## Problem to work on
Print the line containing "Road topology of" and each line after it to the end of the material below. Print nothing else.

## Data provided
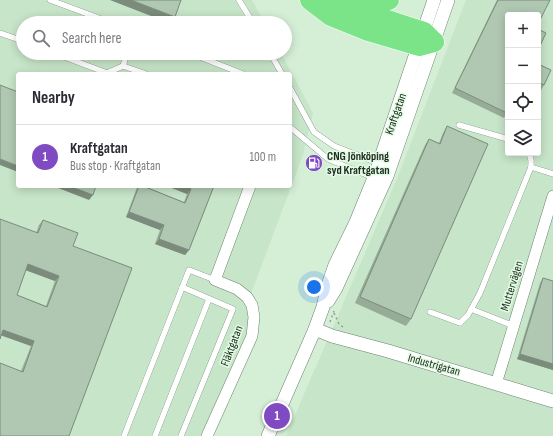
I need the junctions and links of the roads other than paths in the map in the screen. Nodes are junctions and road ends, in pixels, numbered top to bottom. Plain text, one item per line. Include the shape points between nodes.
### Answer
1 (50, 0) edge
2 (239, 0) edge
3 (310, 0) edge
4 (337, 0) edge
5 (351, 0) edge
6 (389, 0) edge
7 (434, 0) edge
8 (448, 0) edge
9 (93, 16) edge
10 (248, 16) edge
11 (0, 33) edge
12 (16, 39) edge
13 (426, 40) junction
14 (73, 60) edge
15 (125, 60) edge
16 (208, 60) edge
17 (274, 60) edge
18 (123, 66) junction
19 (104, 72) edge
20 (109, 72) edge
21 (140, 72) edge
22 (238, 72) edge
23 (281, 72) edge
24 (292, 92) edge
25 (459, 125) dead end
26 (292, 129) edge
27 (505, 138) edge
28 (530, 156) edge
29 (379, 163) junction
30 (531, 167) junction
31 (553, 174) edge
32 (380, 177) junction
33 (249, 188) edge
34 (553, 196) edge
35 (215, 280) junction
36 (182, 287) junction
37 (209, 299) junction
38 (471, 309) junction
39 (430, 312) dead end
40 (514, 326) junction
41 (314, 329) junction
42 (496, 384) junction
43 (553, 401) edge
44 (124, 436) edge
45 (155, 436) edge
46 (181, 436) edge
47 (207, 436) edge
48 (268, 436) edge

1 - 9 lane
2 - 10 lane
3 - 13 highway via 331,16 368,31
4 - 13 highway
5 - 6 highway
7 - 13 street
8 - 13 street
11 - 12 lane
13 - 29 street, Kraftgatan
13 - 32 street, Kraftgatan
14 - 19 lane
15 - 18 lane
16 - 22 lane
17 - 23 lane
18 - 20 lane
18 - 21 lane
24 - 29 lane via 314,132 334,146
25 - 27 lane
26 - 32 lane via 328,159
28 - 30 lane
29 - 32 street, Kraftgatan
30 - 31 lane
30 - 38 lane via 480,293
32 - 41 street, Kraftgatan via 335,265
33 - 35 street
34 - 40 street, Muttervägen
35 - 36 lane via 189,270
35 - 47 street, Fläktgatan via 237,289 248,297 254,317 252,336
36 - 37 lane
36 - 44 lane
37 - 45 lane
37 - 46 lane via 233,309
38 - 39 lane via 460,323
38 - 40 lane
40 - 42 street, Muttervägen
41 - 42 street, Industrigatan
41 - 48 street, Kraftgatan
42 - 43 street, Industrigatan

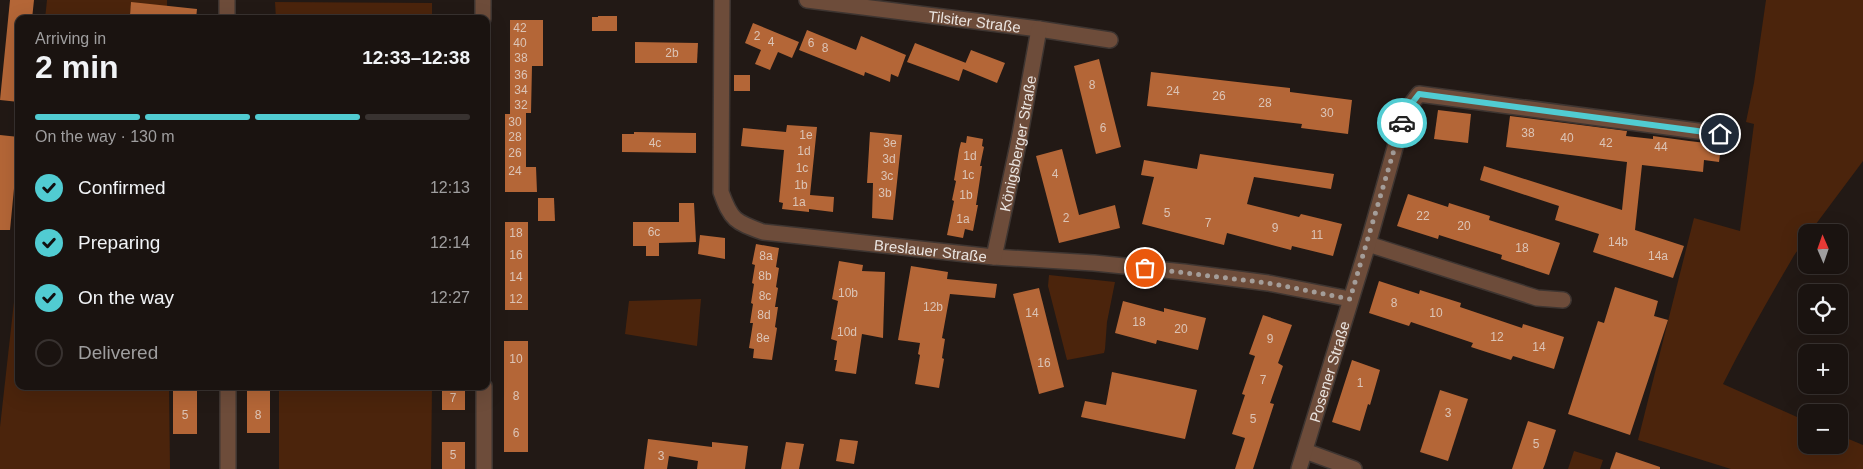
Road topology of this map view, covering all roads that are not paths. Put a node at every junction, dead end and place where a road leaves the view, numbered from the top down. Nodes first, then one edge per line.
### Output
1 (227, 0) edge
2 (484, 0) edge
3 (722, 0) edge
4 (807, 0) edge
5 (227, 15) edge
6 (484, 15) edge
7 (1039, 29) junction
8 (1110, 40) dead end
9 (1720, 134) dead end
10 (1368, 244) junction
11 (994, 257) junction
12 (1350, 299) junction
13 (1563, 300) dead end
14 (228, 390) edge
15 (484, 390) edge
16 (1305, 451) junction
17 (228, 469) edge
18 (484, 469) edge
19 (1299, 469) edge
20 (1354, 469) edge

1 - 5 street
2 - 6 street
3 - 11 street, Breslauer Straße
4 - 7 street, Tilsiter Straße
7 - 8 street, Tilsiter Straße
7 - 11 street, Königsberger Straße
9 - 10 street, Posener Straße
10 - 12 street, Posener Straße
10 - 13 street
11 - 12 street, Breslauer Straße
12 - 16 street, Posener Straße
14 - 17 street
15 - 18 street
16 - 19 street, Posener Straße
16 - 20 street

## Solution below
Road topology of this map view, covering all roads that are not paths. Put a node at every junction, dead end and place where a road leaves the view, numbered from the top down. Nodes first, then one edge per line.
### Output
1 (227, 0) edge
2 (484, 0) edge
3 (722, 0) edge
4 (807, 0) edge
5 (227, 15) edge
6 (484, 15) edge
7 (1039, 29) junction
8 (1110, 40) dead end
9 (1720, 134) dead end
10 (1368, 244) junction
11 (994, 257) junction
12 (1350, 299) junction
13 (1563, 300) dead end
14 (228, 390) edge
15 (484, 390) edge
16 (1305, 451) junction
17 (228, 469) edge
18 (484, 469) edge
19 (1299, 469) edge
20 (1354, 469) edge

1 - 5 street
2 - 6 street
3 - 11 street, Breslauer Straße
4 - 7 street, Tilsiter Straße
7 - 8 street, Tilsiter Straße
7 - 11 street, Königsberger Straße
9 - 10 street, Posener Straße
10 - 12 street, Posener Straße
10 - 13 street
11 - 12 street, Breslauer Straße
12 - 16 street, Posener Straße
14 - 17 street
15 - 18 street
16 - 19 street, Posener Straße
16 - 20 street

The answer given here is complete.